June is my favorite month. Fun shit is always going down. I think it has alot to do with the excitement of summer's beginning. Jesus I need a haircut.

I saw Chitra out last night...god I would still do her 8 ways from Sunday, but she so can't be bothered. At this point it's just hilarious.

Varuni.

I have a crush on Varuni. She's got fabulous tits and hair. And everybody knows I'm a sucker for said things. I was drunkenly watching her whip it around while dancing. Well more like teetering on those pink heels, but whatever. I realized that while Varuni is cute and nice she's actually got quite a bit of sex appeal. It's just subtle. (Unlike your drag queen ass!) I bought her a belt. I think she'll like it.

Maybe it' me. Sex or the very thought of it freaks me out on some level these days. For a while I was saying that I didn't want to have sex until I was in love, but now love's secondary. I just want to know if I can do it again. Really the thought of huffing and puffing over or under someone just freaks me the fuck out.

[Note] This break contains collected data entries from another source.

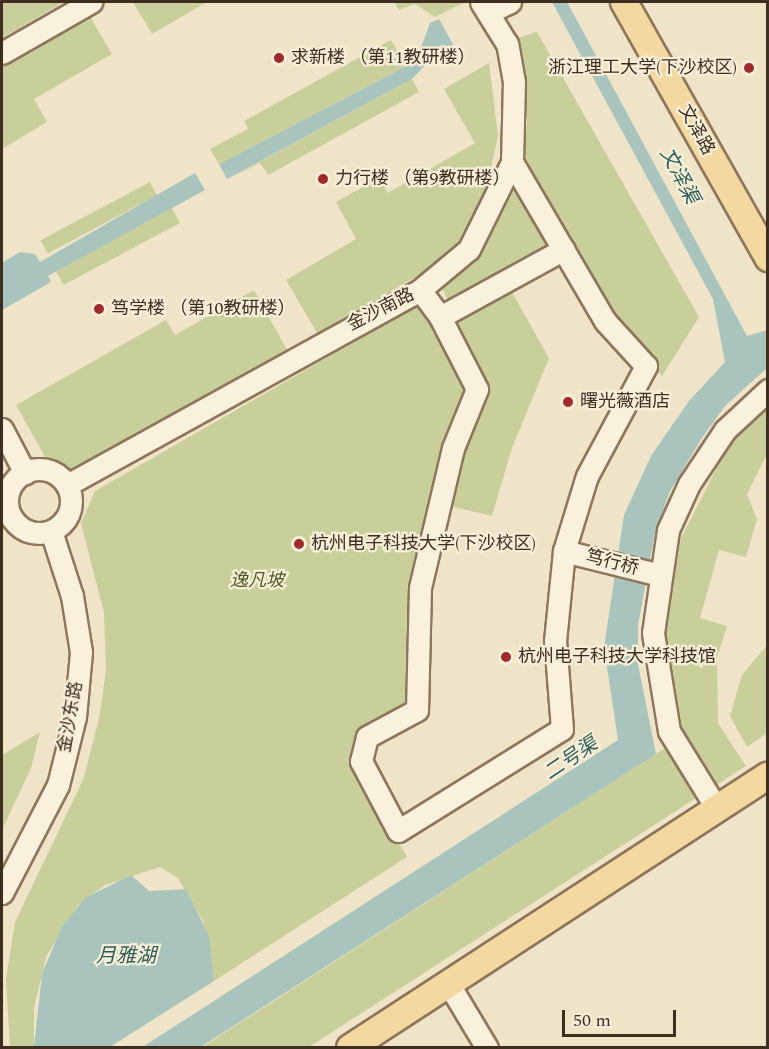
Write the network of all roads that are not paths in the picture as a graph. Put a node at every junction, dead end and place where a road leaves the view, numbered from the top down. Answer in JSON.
{"nodes":[{"id":1,"x":91,"y":2,"type":"edge"},
{"id":2,"x":510,"y":2,"type":"edge"},
{"id":3,"x":624,"y":2,"type":"edge"},
{"id":4,"x":485,"y":7,"type":"edge"},
{"id":5,"x":2,"y":53,"type":"edge"},
{"id":6,"x":512,"y":162,"type":"junction"},
{"id":7,"x":564,"y":249,"type":"junction"},
{"id":8,"x":768,"y":258,"type":"edge"},
{"id":9,"x":420,"y":290,"type":"junction"},
{"id":10,"x":440,"y":316,"type":"junction"},
{"id":11,"x":768,"y":390,"type":"edge"},
{"id":12,"x":2,"y":429,"type":"edge"},
{"id":13,"x":25,"y":473,"type":"junction"},
{"id":14,"x":67,"y":485,"type":"junction"},
{"id":15,"x":51,"y":531,"type":"junction"},
{"id":16,"x":564,"y":551,"type":"junction"},
{"id":17,"x":657,"y":574,"type":"junction"},
{"id":18,"x":768,"y":775,"type":"edge"},
{"id":19,"x":768,"y":793,"type":"edge"},
{"id":20,"x":717,"y":809,"type":"junction"},
{"id":21,"x":2,"y":893,"type":"edge"},
{"id":22,"x":452,"y":990,"type":"junction"},
{"id":23,"x":350,"y":1047,"type":"edge"},
{"id":24,"x":379,"y":1047,"type":"edge"},
{"id":25,"x":487,"y":1047,"type":"edge"}],
"edges":[{"from":1,"to":5,"type":"street"},
{"from":2,"to":4,"type":"street"},
{"from":3,"to":8,"type":"main road","name":"文泽路"},
{"from":4,"to":6,"type":"street","name":"金沙南路"},
{"from":6,"to":7,"type":"street"},
{"from":6,"to":9,"type":"street","name":"金沙南路"},
{"from":7,"to":10,"type":"street"},
{"from":7,"to":16,"type":"street"},
{"from":9,"to":10,"type":"street"},
{"from":9,"to":14,"type":"street","name":"金沙南路"},
{"from":10,"to":16,"type":"street"},
{"from":11,"to":17,"type":"street"},
{"from":12,"to":13,"type":"street"},
{"from":13,"to":14,"type":"street"},
{"from":13,"to":15,"type":"street"},
{"from":14,"to":15,"type":"street"},
{"from":15,"to":21,"type":"street","name":"金沙东路"},
{"from":16,"to":17,"type":"street","name":"笃行桥"},
{"from":17,"to":20,"type":"street"},
{"from":18,"to":20,"type":"main road"},
{"from":19,"to":22,"type":"main road"},
{"from":20,"to":22,"type":"main road"},
{"from":22,"to":23,"type":"main road"},
{"from":22,"to":24,"type":"main road"},
{"from":22,"to":25,"type":"street"}]}
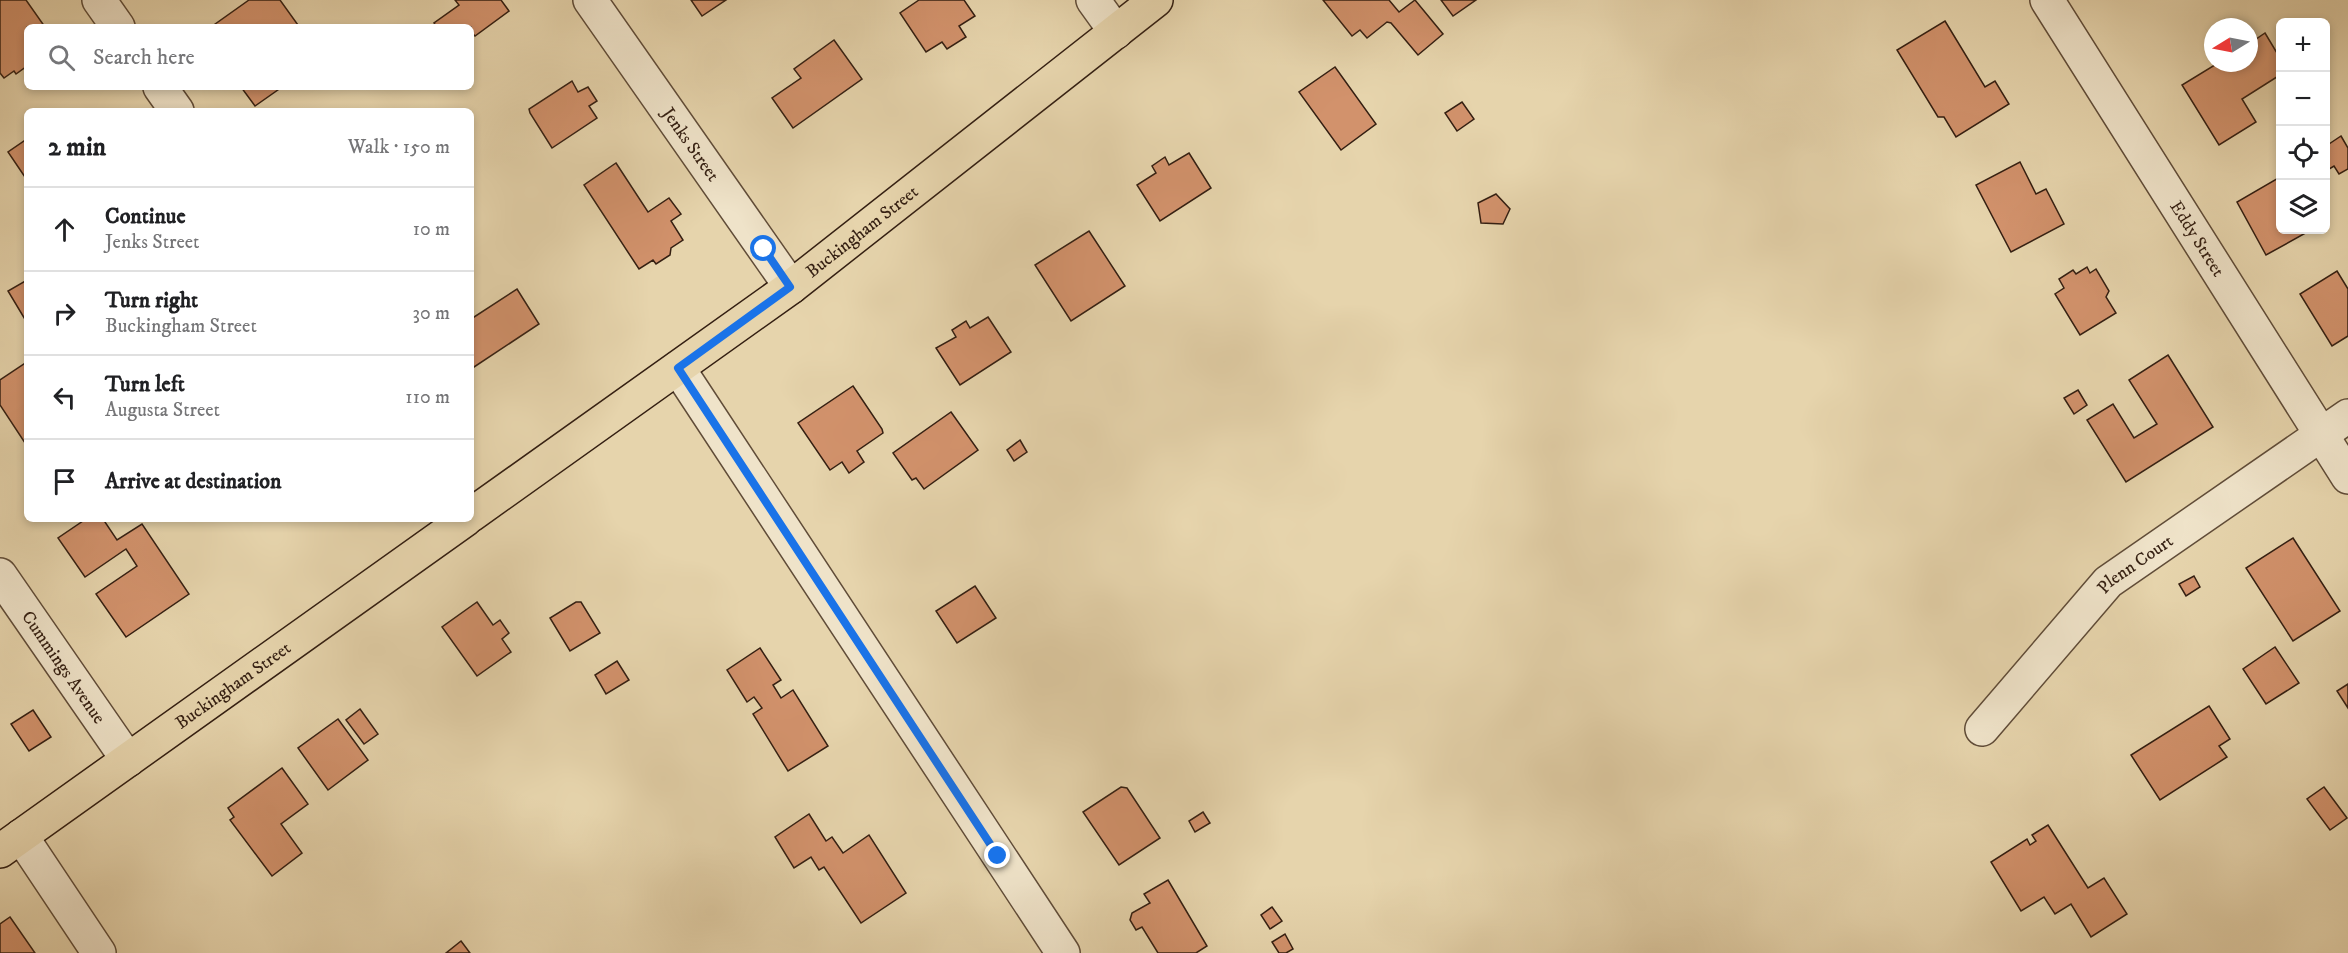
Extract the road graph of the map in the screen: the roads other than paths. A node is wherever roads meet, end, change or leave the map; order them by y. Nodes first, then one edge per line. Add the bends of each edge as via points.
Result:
1 (99, 0) edge
2 (590, 0) edge
3 (1093, 0) edge
4 (1156, 0) edge
5 (2047, 0) edge
6 (116, 24) edge
7 (1116, 32) junction
8 (162, 90) edge
9 (175, 108) edge
10 (790, 287) junction
11 (678, 368) junction
12 (2348, 416) edge
13 (2321, 433) junction
14 (2348, 477) edge
15 (474, 513) edge
16 (462, 522) edge
17 (0, 575) edge
18 (1982, 729) dead end
19 (128, 760) junction
20 (11, 843) edge
21 (99, 953) edge
22 (1063, 953) edge

1 - 6 street
2 - 10 street, Jenks Street
3 - 7 street
4 - 7 main road, Buckingham Street
5 - 13 street, Eddy Street
7 - 10 main road, Buckingham Street
8 - 9 street
10 - 11 main road, Buckingham Street
11 - 15 main road, Buckingham Street
11 - 22 street
12 - 13 street, Plenn Court
13 - 14 street, Eddy Street
13 - 18 street, Plenn Court via 2108,582
16 - 19 main road, Buckingham Street
17 - 19 street, Cummings Avenue
19 - 20 main road, Buckingham Street
20 - 21 street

I don't anyone to see that face. Then I think about having sex with Varuni, and I really freak out because she's so little. I'd feel like a fucking ogre. I think I'm crazy. And I think this particular kind of crazy has everything to do with the fact that I haven't had sex in two years. And no I'm not counting that wretched one night stand. Or the slut out session on the roof. Maybe I'll count the handjob at the Cock. That was cool. But the rest of it...can fucking blow me.

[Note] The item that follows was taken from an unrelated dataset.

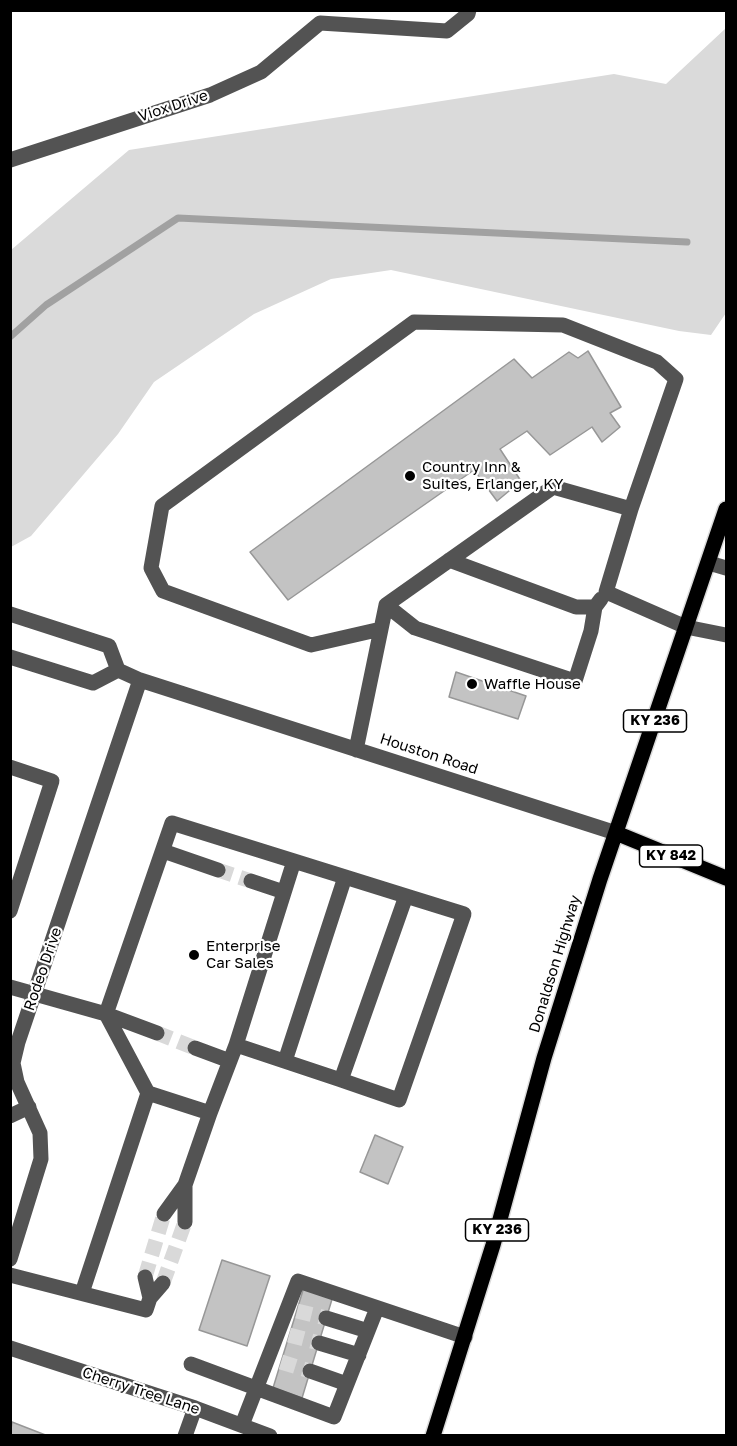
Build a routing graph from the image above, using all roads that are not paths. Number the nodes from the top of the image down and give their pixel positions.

I'm gonna go hangout on a site about cat behaviour. I love my cat kiddies.

Wednesday, June 22, 2005

Thursday, June 16, 2005

Via Spiga

So I've been posting a shit ton of pictures from my work life in NYC. It's been a good ride, but I'm glad I've got a decent gig. I'm excited about working full time at the gig. It's not without it's caveats but there are good people there so we'll see. Miss Daisy is Miss Daisy is what I need to keep remembering. I painted my apartment last night, and the fumes were killing me. But it looks pretty cool. I fucking left a new DVD at the .99 cent store. I hope dude has it when I get home. I'm so pissed at myself. I've been forgetting alot of shit lately. I need to be writing shit down and using a better bag. That tote bag is driving me crazy. I don't care if it is a jack spade.

I'm still waiting to get my wallet back from dude. That's annoying. Like I'm not trying to rush dude's vacation or whatever, but gimme a fuckin' break. I need my shit.

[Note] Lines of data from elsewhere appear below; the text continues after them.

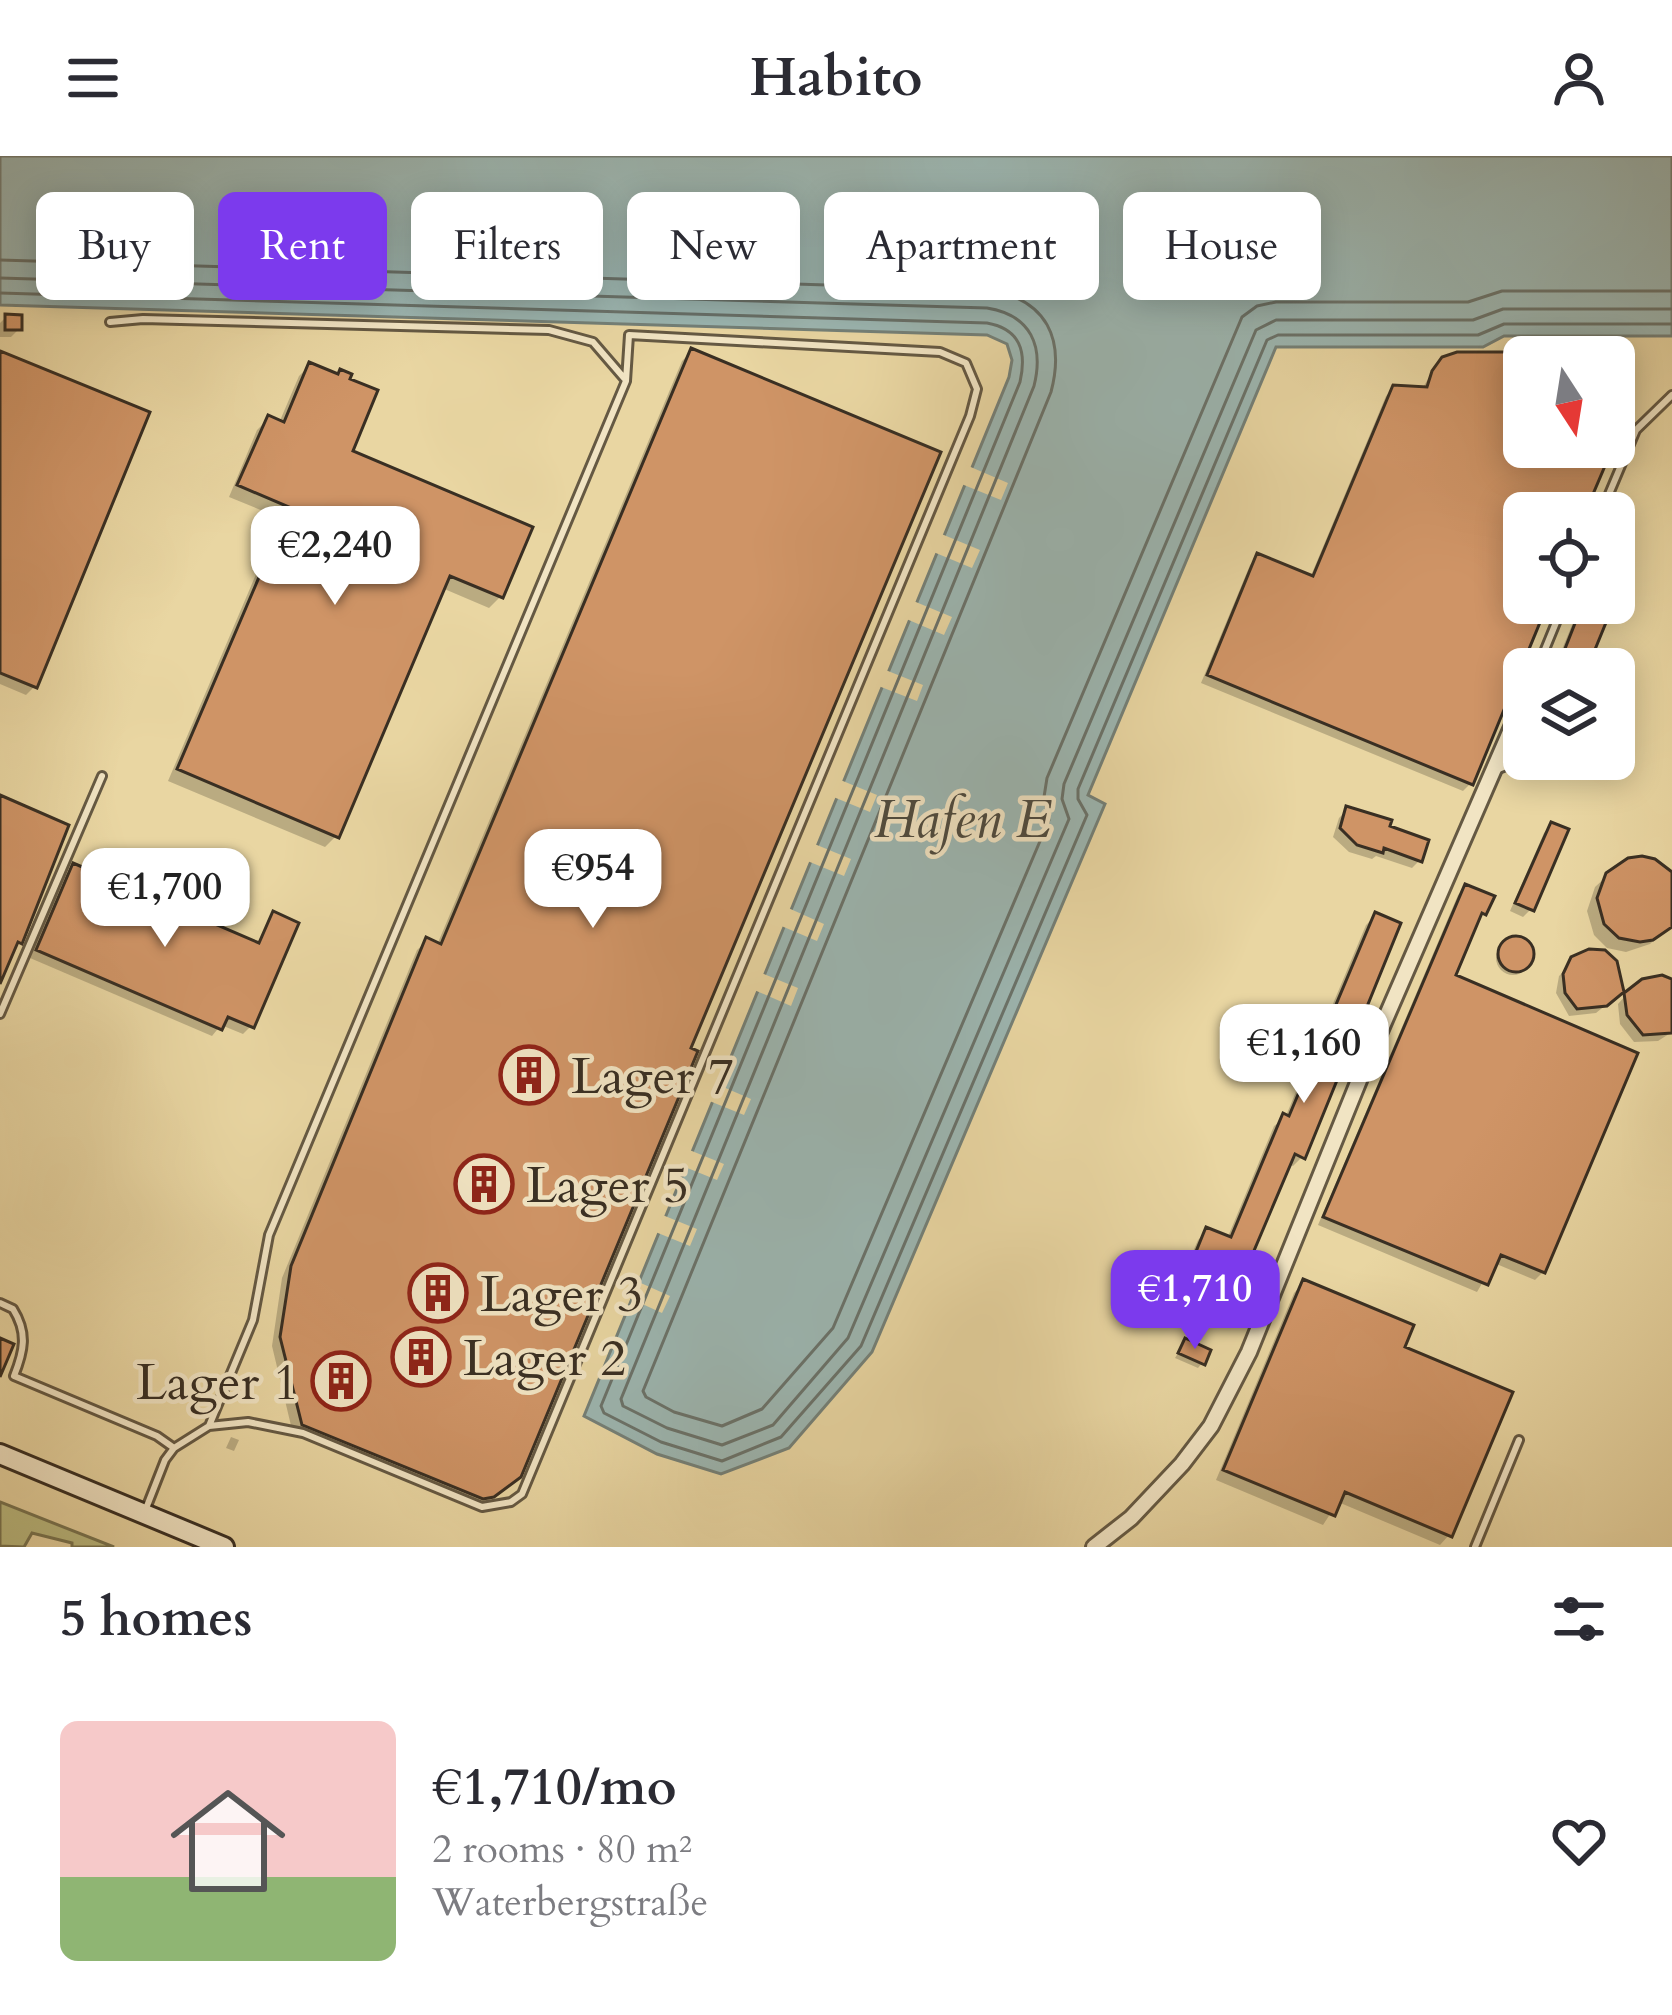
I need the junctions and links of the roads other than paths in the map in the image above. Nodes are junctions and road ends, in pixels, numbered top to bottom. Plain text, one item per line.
1 (110, 322) dead end
2 (626, 381) junction
3 (1672, 395) edge
4 (1610, 492) edge
5 (1503, 746) edge
6 (1503, 767) edge
7 (1492, 771) junction
8 (102, 776) dead end
9 (0, 1015) edge
10 (0, 1304) edge
11 (208, 1426) junction
12 (1519, 1440) dead end
13 (174, 1448) junction
14 (0, 1454) edge
15 (144, 1514) junction
16 (1476, 1545) edge
17 (224, 1547) edge
18 (1094, 1547) edge
19 (1489, 1547) edge

1 - 2 lane
2 - 11 lane
2 - 11 lane
3 - 4 lane
5 - 7 street
6 - 7 lane
7 - 18 street
8 - 9 lane
10 - 13 lane
11 - 13 lane
12 - 16 lane
13 - 15 lane
14 - 15 street
15 - 17 street
16 - 19 lane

So a couple of days ago my super was bitching at me about someone tagging the walls. He thought it was someone from my party, and I told him he was full of shit. Then last night I was looking for my can of navy blue spray paint, and it was MIA. So, some shit head might have actually tagged, but the colors I've seen used are not in my pad. I only had navy. I'll check the other floors one of these days to see what the deal is. Either way I'm not apologizing to that old coot.

Sometimes I want love and only love. Other times I just want to get it on. But getting it on is no fun unless it expresses the very depths of one's depravity. I'll settle for love and tranny porn.

Sunday, June 12, 2005

Avery and Alicia


verushka's party.
Originally uploaded by mel p..
She's so Single Black Female it's not even funny. Oww...swweee!

Welcome to the Monkey House


verushka's party.
Originally uploaded by mel p..
Party! Chug! Chug!

Christ on the cross... Posted by Hello

The Duke. Posted by Hello

The General Melee that night...don't ever give free booze to retail whores. Posted by Hello

The Billybergers Posted by Hello

I'm gonna miss this gig...sorda. Posted by Hello

Holy Shit It's Donnatella... Posted by Hello

Holy Shit It's Donnatella!! Posted by Hello

Peter looking decent. Posted by Hello

Drunk Fuck Posted by Hello

Tuesday, June 07, 2005


My pad filled with fuckers. Posted by Hello

Look at Peter McBeater drunk as fuck! Posted by Hello

That's right a yet another rager in the belly of Brooklyn! Posted by Hello

Me with fucking fat arms...but I'm working out so get off my back. Posted by Hello

Deliciousness at my party no less! Posted by Hello

Two Cuties fake fighting Posted by Hello

Ah...I finally get this Picasa thing...

Good Christ, waiting for my man is getting beyond retarded. I had to drink one of those wretched meal on wheels type dealies in place of a decent meal waiting for this cabron. So I uploaded some photos from my party. I must admit it was pretty fucking fun, but a financial disaster. It was fucking raining and I was calling myself trying to throw a fundraiser. But I'm proud of myself for takin' it so seriously.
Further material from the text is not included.